Hay un río de literatura y de ideas que atraviesa la cordillera del periodismo español desde la fuente primigenia de Larra, surca dos siglos entre los meandros de Clarín, Cavia, Camba, Pemán o Ruano y de-semboca en la generación casi perdida de Campmany y Umbral, de la que ya sólo Alcántara sobrevive de pie sobre sus propias huellas como testigo de un magisterio inalcanzable. Ese río de excelencia se abre como un delta en una prensa contemporánea repleta de columnas cuyos débiles fustes empezamos a quedar huérfanos cuando se fue Jaime en otra madrugada acuchillada por un desamparo de soledades que ahora nos clava de nuevo el puñal traicionero del vacío y nos deja la oquedad insondable de las palabras heridas por la mortal y rosa caricia de la ausencia.

Escribía Umbral a puñetazos, como si quisiera arrancarles a las teclas de su vieja Olivetti los secretos del lenguaje, cuyas barreras expresivas derribaba inventando neologismos felices o acuñando términos de una modernidad reluciente y atrevida, hallazgos verbales que brincaban en sus páginas como muchachas rebeldes en una playa.

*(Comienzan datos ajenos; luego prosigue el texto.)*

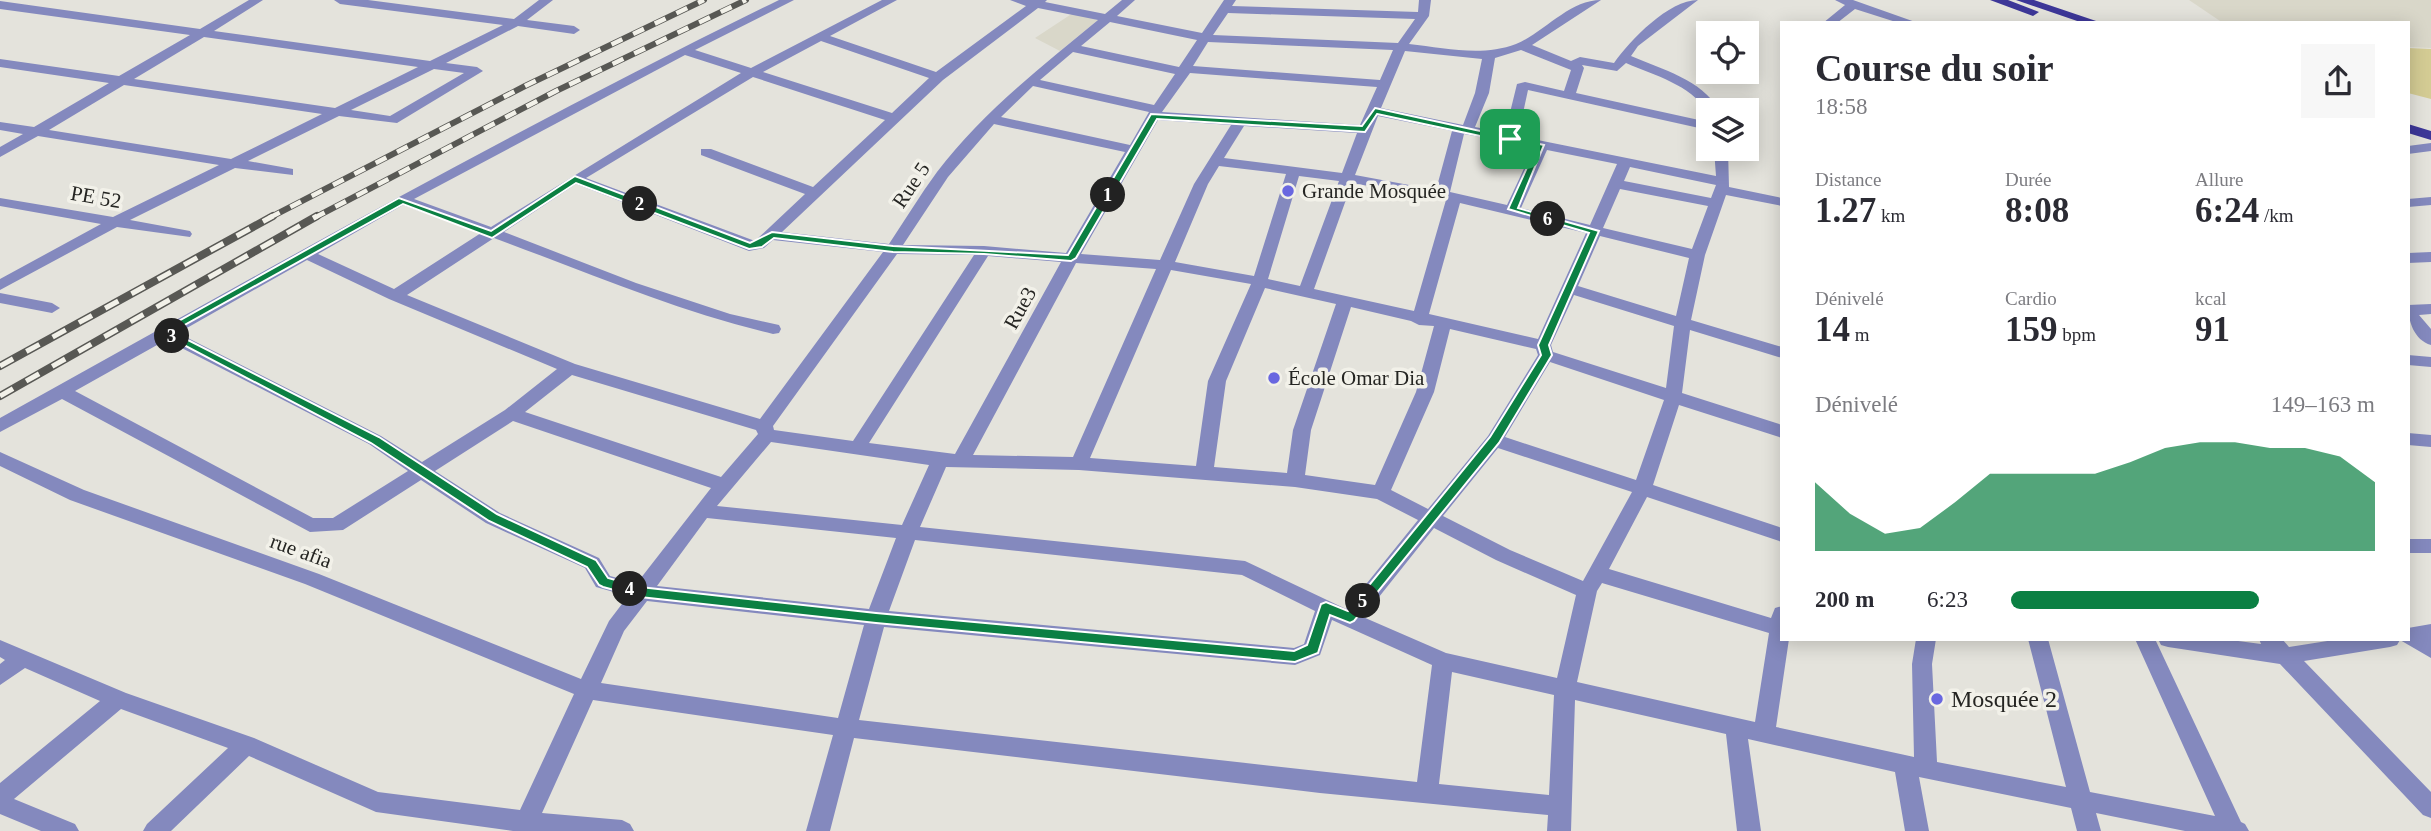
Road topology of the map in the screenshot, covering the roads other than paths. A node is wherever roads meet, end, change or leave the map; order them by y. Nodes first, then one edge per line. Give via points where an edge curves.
1 (257, 0) edge
2 (340, 0) edge
3 (547, 0) edge
4 (788, 0) edge
5 (891, 0) edge
6 (1016, 0) edge
7 (1129, 0) edge
8 (1425, 0) edge
9 (1595, 0) edge
10 (1692, 0) edge
11 (1841, 0) edge
12 (1996, 0) edge
13 (2022, 0) edge
14 (1039, 2) edge
15 (1229, 4) edge
16 (0, 5) edge
17 (1854, 5) junction
18 (1423, 16) junction
19 (1106, 20) junction
20 (1832, 21) edge
21 (1906, 21) edge
22 (2062, 21) edge
23 (2090, 21) edge
24 (516, 23) junction
25 (574, 30) dead end
26 (202, 33) junction
27 (820, 37) junction
28 (1207, 38) junction
29 (1522, 46) junction
30 (1401, 47) junction
31 (1071, 48) junction
32 (684, 51) junction
33 (1489, 56) junction
34 (1626, 58) junction
35 (0, 63) edge
36 (431, 64) junction
37 (1573, 65) junction
38 (1185, 70) junction
39 (751, 74) junction
40 (938, 77) junction
41 (122, 80) junction
42 (1030, 82) junction
43 (1385, 85) junction
44 (1569, 94) junction
45 (1706, 98) edge
46 (1375, 111) junction
47 (338, 112) junction
48 (1156, 113) junction
49 (893, 118) junction
50 (2410, 118) edge
51 (991, 119) junction
52 (1239, 122) junction
53 (2431, 123) edge
54 (1696, 124) edge
55 (0, 126) edge
56 (1365, 129) junction
57 (2410, 129) edge
58 (1463, 130) junction
59 (35, 132) junction
60 (2431, 136) edge
61 (1510, 139) junction
62 (1541, 147) junction
63 (2431, 147) edge
64 (2410, 149) edge
65 (1134, 150) junction
66 (706, 152) dead end
67 (0, 153) edge
68 (1215, 161) junction
69 (1721, 161) edge
70 (233, 163) junction
71 (1625, 163) junction
72 (1294, 170) junction
73 (288, 172) dead end
74 (1346, 178) junction
75 (575, 179) junction
76 (1616, 184) junction
77 (1721, 192) junction
78 (816, 193) junction
79 (1448, 196) junction
80 (402, 200) junction
81 (2431, 201) edge
82 (0, 202) edge
83 (1780, 202) edge
84 (2410, 203) edge
85 (1513, 209) junction
86 (115, 222) junction
87 (1594, 231) junction
88 (184, 234) dead end
89 (492, 235) junction
90 (772, 235) junction
91 (893, 249) junction
92 (984, 251) junction
93 (304, 253) junction
94 (1697, 255) junction
95 (2431, 257) edge
96 (1071, 258) junction
97 (2410, 258) edge
98 (1166, 265) junction
99 (1259, 283) junction
100 (0, 285) edge
101 (1568, 288) junction
102 (1305, 293) junction
103 (395, 296) junction
104 (0, 298) edge
105 (1345, 302) junction
106 (52, 308) dead end
107 (2431, 309) edge
108 (2410, 311) edge
109 (2410, 314) edge
110 (1419, 320) junction
111 (1683, 322) junction
112 (1443, 324) junction
113 (773, 329) dead end
114 (164, 332) junction
115 (2431, 340) edge
116 (1545, 350) junction
117 (1780, 352) edge
118 (2410, 360) edge
119 (2431, 362) edge
120 (569, 368) junction
121 (61, 390) junction
122 (1673, 398) junction
123 (511, 414) junction
124 (0, 426) edge
125 (765, 431) junction
126 (1780, 431) edge
127 (2410, 439) edge
128 (1494, 440) junction
129 (2431, 441) edge
130 (858, 447) junction
131 (0, 458) edge
132 (950, 460) junction
133 (1079, 464) junction
134 (419, 471) junction
135 (1205, 473) junction
136 (1294, 480) junction
137 (724, 485) junction
138 (1642, 490) junction
139 (1381, 494) junction
140 (702, 511) junction
141 (1429, 517) junction
142 (909, 530) junction
143 (1780, 534) edge
144 (2410, 546) edge
145 (2431, 546) edge
146 (1591, 582) junction
147 (640, 592) junction
148 (1326, 607) junction
149 (876, 618) junction
150 (1350, 618) junction
151 (1780, 621) edge
152 (2418, 634) edge
153 (1926, 641) edge
154 (2039, 641) edge
155 (2146, 641) edge
156 (2182, 641) edge
157 (2271, 641) edge
158 (2378, 641) edge
159 (0, 648) edge
160 (2431, 650) edge
161 (2284, 656) junction
162 (21, 659) junction
163 (1443, 661) junction
164 (0, 676) edge
165 (1565, 688) junction
166 (586, 691) junction
167 (118, 699) junction
168 (846, 728) junction
169 (1736, 728) junction
170 (1764, 734) junction
171 (246, 745) junction
172 (1916, 767) junction
173 (1427, 792) junction
174 (0, 797) edge
175 (2079, 798) junction
176 (0, 804) edge
177 (1559, 806) junction
178 (2431, 808) edge
179 (524, 825) edge
180 (67, 831) edge
181 (155, 831) edge
182 (622, 831) edge
183 (818, 831) edge
184 (1559, 831) edge
185 (1749, 831) edge
186 (1917, 831) edge
187 (2089, 831) edge
188 (2235, 831) edge

1 - 26 street
2 - 24 street
3 - 24 street
4 - 32 street
5 - 27 street
6 - 14 street
7 - 19 street, Rue 5
8 - 18 street
9 - 29 street
10 - 34 street via 1634,43
11 - 17 street
12 - 22 main road
13 - 23 main road
14 - 19 street
14 - 40 street
15 - 18 street
15 - 28 street, Rue3
16 - 26 street
17 - 20 street
17 - 21 street
18 - 30 street
19 - 28 street
19 - 31 street, Rue 5
24 - 25 street
24 - 36 street
26 - 36 street
26 - 41 street
27 - 39 street
27 - 40 street
28 - 30 street
28 - 38 street, Rue3
29 - 33 street
29 - 37 street
30 - 33 street
30 - 43 street
31 - 38 street
31 - 42 street, Rue 5
32 - 39 street
32 - 80 street
33 - 58 street via 1482,93
34 - 37 street via 1617,67 1580,61
34 - 45 street
35 - 41 street
36 - 47 street
36 - 47 street via 477,71 392,120
37 - 44 street via 1578,68
38 - 43 street
38 - 48 street, Rue3
39 - 49 street
39 - 75 street
40 - 49 street
41 - 47 street
41 - 59 street
42 - 48 street
42 - 51 street, Rue 5
43 - 46 street
44 - 54 street
44 - 61 street via 1522,87
46 - 56 street
46 - 58 street
47 - 70 street
48 - 52 street
48 - 65 street, Rue3
49 - 78 street
50 - 53 main road
51 - 65 street
51 - 91 street, Rue 5 via 943,174
52 - 56 street
52 - 68 street
55 - 59 street
56 - 74 street
57 - 60 main road
58 - 61 street
58 - 79 street
59 - 67 street
59 - 70 street
61 - 62 street
62 - 71 street
62 - 85 street
63 - 64 street
65 - 96 street, Rue3
66 - 78 street
68 - 72 street
68 - 98 street via 1200,184
69 - 77 street
70 - 73 street
70 - 86 street
71 - 76 street
71 - 77 street
72 - 74 street
72 - 99 street
74 - 79 street
74 - 102 street
75 - 89 street
75 - 90 street via 749,246
76 - 77 street
76 - 87 street
77 - 83 street
77 - 94 street
78 - 90 street
79 - 85 street
79 - 110 street
80 - 89 street
80 - 93 street
81 - 84 street
82 - 86 street, PE 52
85 - 87 street
86 - 88 street, PE 52
86 - 100 street
87 - 94 street
87 - 101 street
89 - 103 street
89 - 113 street via 630,286
90 - 91 street
91 - 92 street
91 - 125 street, Rue 5
92 - 96 street
92 - 130 street
93 - 103 street
93 - 114 street
94 - 111 street
95 - 97 street
96 - 98 street
96 - 132 street, Rue3
98 - 99 street
98 - 133 street
99 - 102 street
99 - 135 street via 1217,381
101 - 111 street
101 - 116 street
102 - 105 street
103 - 120 street
104 - 106 street
105 - 110 street
105 - 136 street via 1302,429
107 - 108 street
109 - 115 street
110 - 112 street
111 - 117 street
111 - 122 street
112 - 116 street
112 - 139 street via 1425,392
114 - 121 street
114 - 134 street via 375,440
116 - 122 street
116 - 128 street
118 - 119 street
120 - 123 street
120 - 125 street
121 - 124 street
121 - 134 street via 310,525 336,525
122 - 126 street
122 - 138 street
123 - 134 street
123 - 137 street
125 - 130 street
125 - 137 street, Rue 5
127 - 129 street
128 - 138 street
128 - 141 street
130 - 132 street
131 - 166 street, rue afia via 77,495 312,579
132 - 133 street
132 - 142 street, Rue3
133 - 135 street
134 - 147 street via 493,518 592,564 603,582
135 - 136 street
136 - 139 street
137 - 140 street, Rue 5
138 - 143 street
138 - 146 street
139 - 141 street
140 - 142 street
140 - 147 street, Rue 5
141 - 146 street via 1503,555
141 - 150 street
142 - 148 street via 1245,568
142 - 149 street, Rue3
144 - 145 street
146 - 151 street
146 - 165 street
147 - 149 street
147 - 166 street, Rue 5 via 616,627
148 - 149 street via 1313,649 1295,657
148 - 150 street
149 - 168 street, Rue3
150 - 163 street
151 - 170 street
152 - 160 street
153 - 172 street
154 - 175 street
155 - 188 street
156 - 161 street
157 - 161 street
158 - 161 street
159 - 162 street
161 - 178 street
162 - 164 street
162 - 167 street
163 - 165 street
163 - 173 street
165 - 169 street
165 - 177 street
166 - 168 street, rue afia
166 - 179 street, Rue 5
167 - 171 street
167 - 174 street
168 - 173 street, rue afia
168 - 183 street, Rue3
169 - 170 street
169 - 185 street
170 - 172 street
171 - 179 street via 376,802
171 - 181 street
172 - 175 street
172 - 186 street
173 - 177 street, rue afia
175 - 187 street
175 - 188 street
176 - 180 street
177 - 184 street
179 - 182 street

Su compromiso literario era tan visceral que lo convirtió en un robinsón misántropo, capaz de ametrallar con crueles frases biseladas de acero cualquier sentimiento que amenazase con anclarle en otro territorio que no fuese el del abismo de la literatura. A menudo era hosco, provocador, soberbio, intratable y ególatra, pero enredado en la pasión de escribir se volvía un huracán avasallador y torrencial, imparable y rabioso como un genio iluminado de furia. Disfrazado de sí mismo, creó un personaje y lo adornó, como a la estatua de Valle, con la bufanda blanca de un dandismo en el que sublimaba cualquier ideología. Era un rojo remansado que atravesaba las trincheras entre fogonazos de prosa, inclasificable con las etiquetas convencionales del sectarismo banderizo; un iconoclasta montaraz, bronco, divertido, refractario, poliédrico. Le gustaba definirse como un niño de derechas, un joven fascista, un socialista sentimental y un quinqui vestido por Pierre Cardin, y probablemente fue todas esas cosas y muchas más, inaprensible salvo en la condición de escritor total, vertiginoso y arrebatado. Las mujeres le llamaban Umbrales y tenía el honor, como Max Estrella, de no ser académico.